**SOURCE MATERIAL**

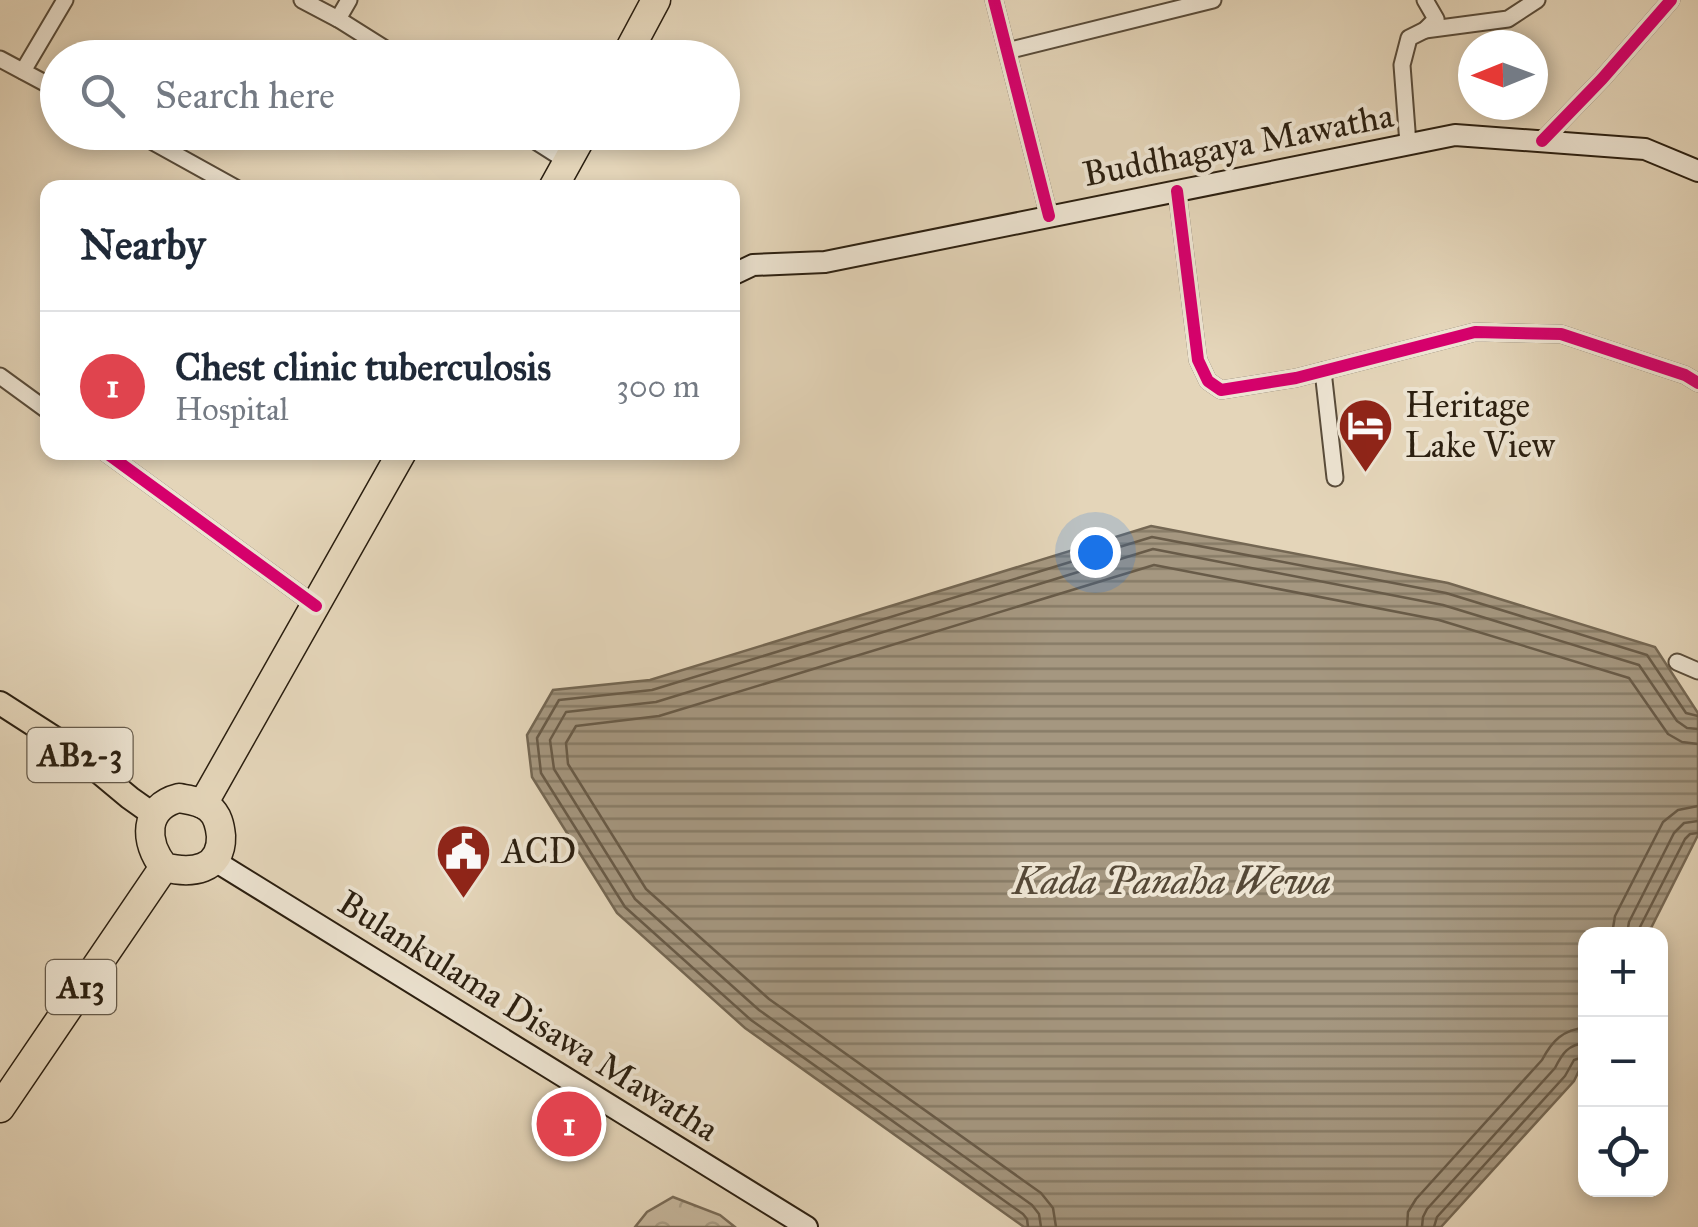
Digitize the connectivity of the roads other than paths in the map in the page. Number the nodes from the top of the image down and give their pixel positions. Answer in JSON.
{"nodes":[{"id":1,"x":65,"y":0,"type":"edge"},
{"id":2,"x":302,"y":0,"type":"edge"},
{"id":3,"x":348,"y":0,"type":"edge"},
{"id":4,"x":656,"y":0,"type":"edge"},
{"id":5,"x":994,"y":0,"type":"edge"},
{"id":6,"x":1213,"y":0,"type":"edge"},
{"id":7,"x":1425,"y":0,"type":"edge"},
{"id":8,"x":1537,"y":0,"type":"edge"},
{"id":9,"x":1671,"y":0,"type":"edge"},
{"id":10,"x":338,"y":19,"type":"junction"},
{"id":11,"x":1424,"y":30,"type":"junction"},
{"id":12,"x":42,"y":40,"type":"edge"},
{"id":13,"x":371,"y":40,"type":"edge"},
{"id":14,"x":635,"y":40,"type":"edge"},
{"id":15,"x":40,"y":43,"type":"edge"},
{"id":16,"x":1007,"y":51,"type":"junction"},
{"id":17,"x":0,"y":59,"type":"edge"},
{"id":18,"x":23,"y":72,"type":"junction"},
{"id":19,"x":40,"y":81,"type":"edge"},
{"id":20,"x":1542,"y":141,"type":"junction"},
{"id":21,"x":1408,"y":144,"type":"junction"},
{"id":22,"x":167,"y":150,"type":"edge"},
{"id":23,"x":549,"y":150,"type":"edge"},
{"id":24,"x":574,"y":150,"type":"edge"},
{"id":25,"x":568,"y":162,"type":"junction"},
{"id":26,"x":1698,"y":171,"type":"edge"},
{"id":27,"x":222,"y":180,"type":"edge"},
{"id":28,"x":558,"y":180,"type":"edge"},
{"id":29,"x":1176,"y":191,"type":"junction"},
{"id":30,"x":1049,"y":216,"type":"junction"},
{"id":31,"x":740,"y":270,"type":"edge"},
{"id":32,"x":1322,"y":371,"type":"junction"},
{"id":33,"x":0,"y":376,"type":"edge"},
{"id":34,"x":1698,"y":382,"type":"edge"},
{"id":35,"x":40,"y":404,"type":"edge"},
{"id":36,"x":116,"y":460,"type":"edge"},
{"id":37,"x":398,"y":460,"type":"edge"},
{"id":38,"x":1335,"y":478,"type":"dead end"},
{"id":39,"x":316,"y":606,"type":"junction"},
{"id":40,"x":1676,"y":662,"type":"dead end"},
{"id":41,"x":1698,"y":671,"type":"edge"},
{"id":42,"x":0,"y":702,"type":"edge"},
{"id":43,"x":202,"y":804,"type":"junction"},
{"id":44,"x":154,"y":815,"type":"junction"},
{"id":45,"x":216,"y":860,"type":"junction"},
{"id":46,"x":164,"y":867,"type":"junction"},
{"id":47,"x":0,"y":1108,"type":"edge"},
{"id":48,"x":807,"y":1227,"type":"edge"}],
"edges":[{"from":1,"to":12,"type":"street"},
{"from":2,"to":10,"type":"street"},
{"from":3,"to":10,"type":"street"},
{"from":4,"to":14,"type":"highway"},
{"from":5,"to":16,"type":"street"},
{"from":6,"to":16,"type":"street"},
{"from":7,"to":11,"type":"street"},
{"from":8,"to":11,"type":"street"},
{"from":9,"to":20,"type":"street"},
{"from":10,"to":13,"type":"street"},
{"from":11,"to":21,"type":"street"},
{"from":15,"to":18,"type":"street"},
{"from":16,"to":30,"type":"street"},
{"from":17,"to":18,"type":"street"},
{"from":18,"to":19,"type":"street"},
{"from":20,"to":21,"type":"main road","name":"Buddhagaya Mawatha"},
{"from":20,"to":26,"type":"main road","name":"Buddhagaya Mawatha"},
{"from":21,"to":29,"type":"main road","name":"Buddhagaya Mawatha"},
{"from":22,"to":27,"type":"street"},
{"from":23,"to":25,"type":"street"},
{"from":24,"to":25,"type":"highway"},
{"from":25,"to":28,"type":"highway"},
{"from":29,"to":30,"type":"main road","name":"Buddhagaya Mawatha"},
{"from":29,"to":32,"type":"street"},
{"from":30,"to":31,"type":"main road","name":"Buddhagaya Mawatha"},
{"from":32,"to":34,"type":"street"},
{"from":32,"to":38,"type":"street"},
{"from":33,"to":35,"type":"street"},
{"from":36,"to":39,"type":"street"},
{"from":37,"to":39,"type":"highway"},
{"from":39,"to":43,"type":"highway"},
{"from":40,"to":41,"type":"street"},
{"from":42,"to":44,"type":"main road","number":"AB2-3"},
{"from":43,"to":44,"type":"highway"},
{"from":43,"to":45,"type":"highway"},
{"from":44,"to":46,"type":"highway"},
{"from":45,"to":46,"type":"highway"},
{"from":45,"to":48,"type":"main road","name":"Bulankulama Disawa Mawatha"},
{"from":46,"to":47,"type":"highway","number":"A13"}]}
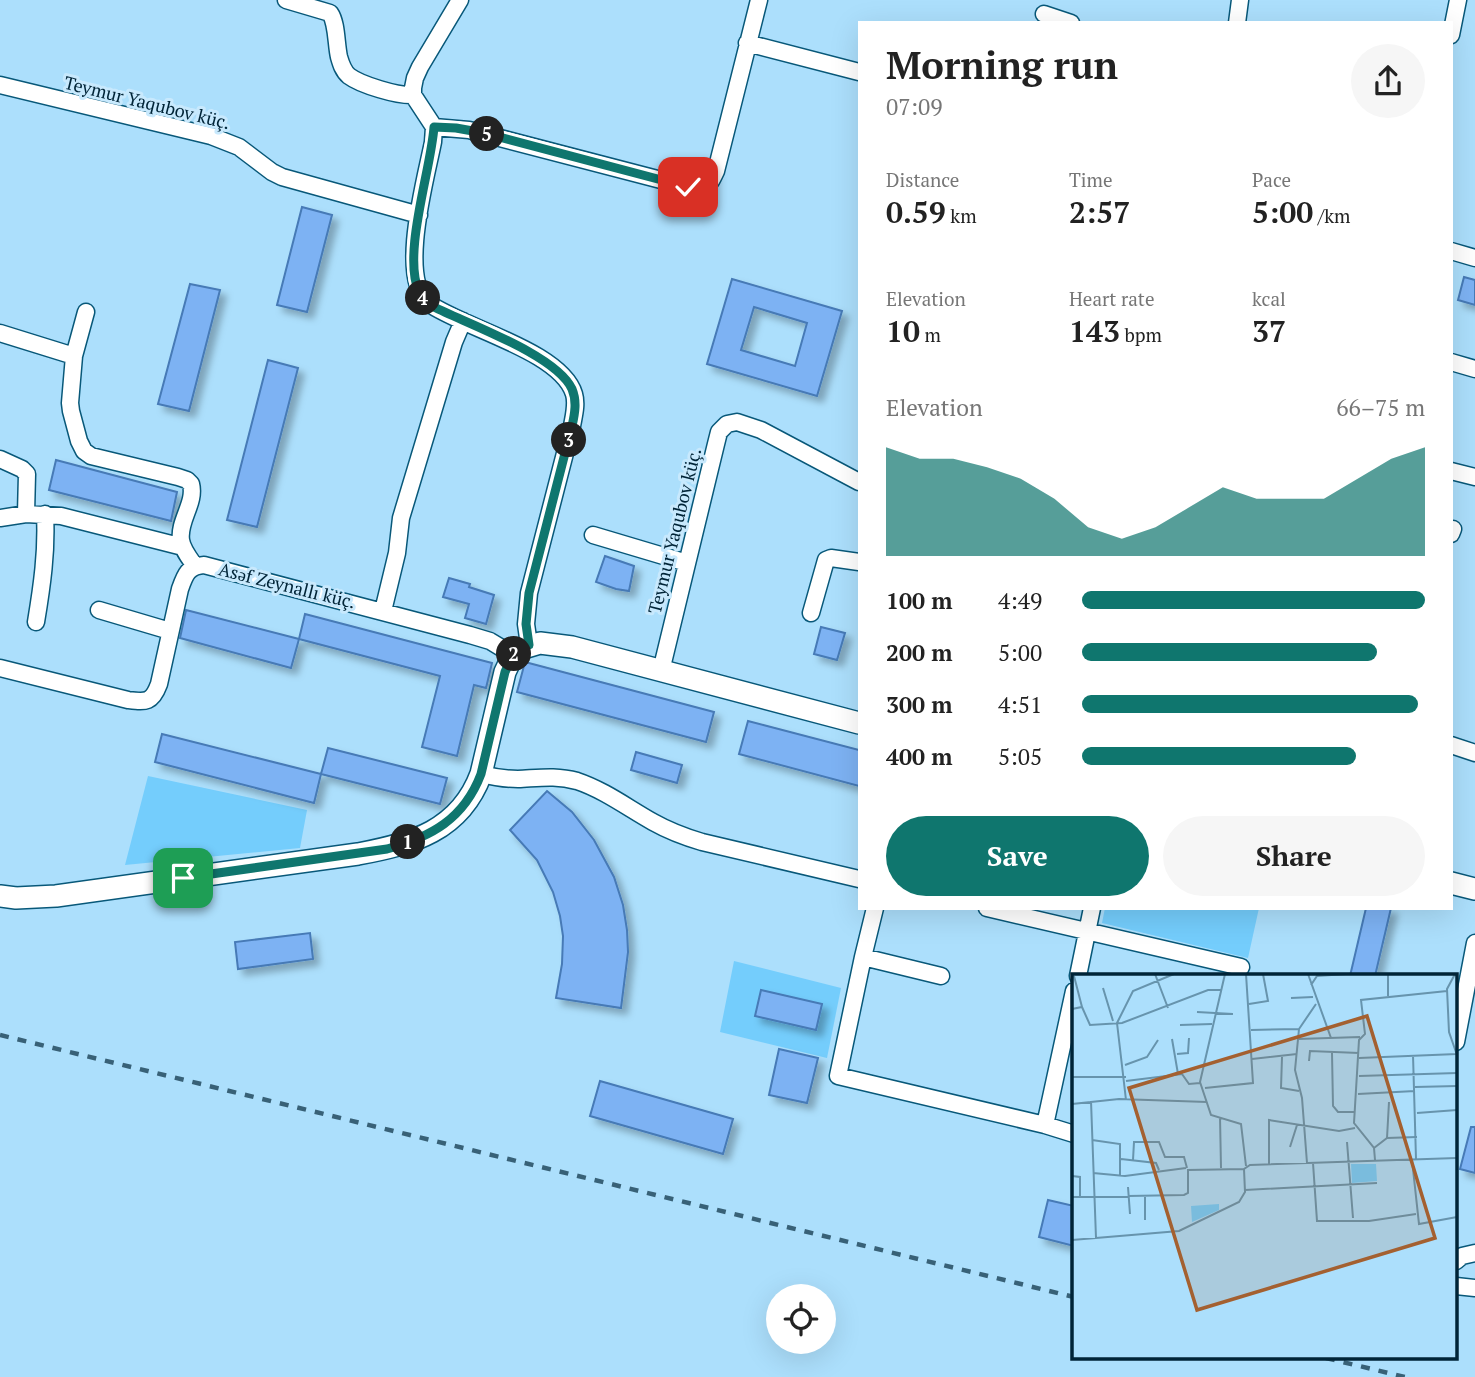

**WORK ITEM**
Among the lines above, return those that contain the string "name".

**TASK RESPONSE**
{"from":20,"to":21,"type":"main road","name":"Buddhagaya Mawatha"},
{"from":20,"to":26,"type":"main road","name":"Buddhagaya Mawatha"},
{"from":21,"to":29,"type":"main road","name":"Buddhagaya Mawatha"},
{"from":29,"to":30,"type":"main road","name":"Buddhagaya Mawatha"},
{"from":30,"to":31,"type":"main road","name":"Buddhagaya Mawatha"},
{"from":45,"to":48,"type":"main road","name":"Bulankulama Disawa Mawatha"},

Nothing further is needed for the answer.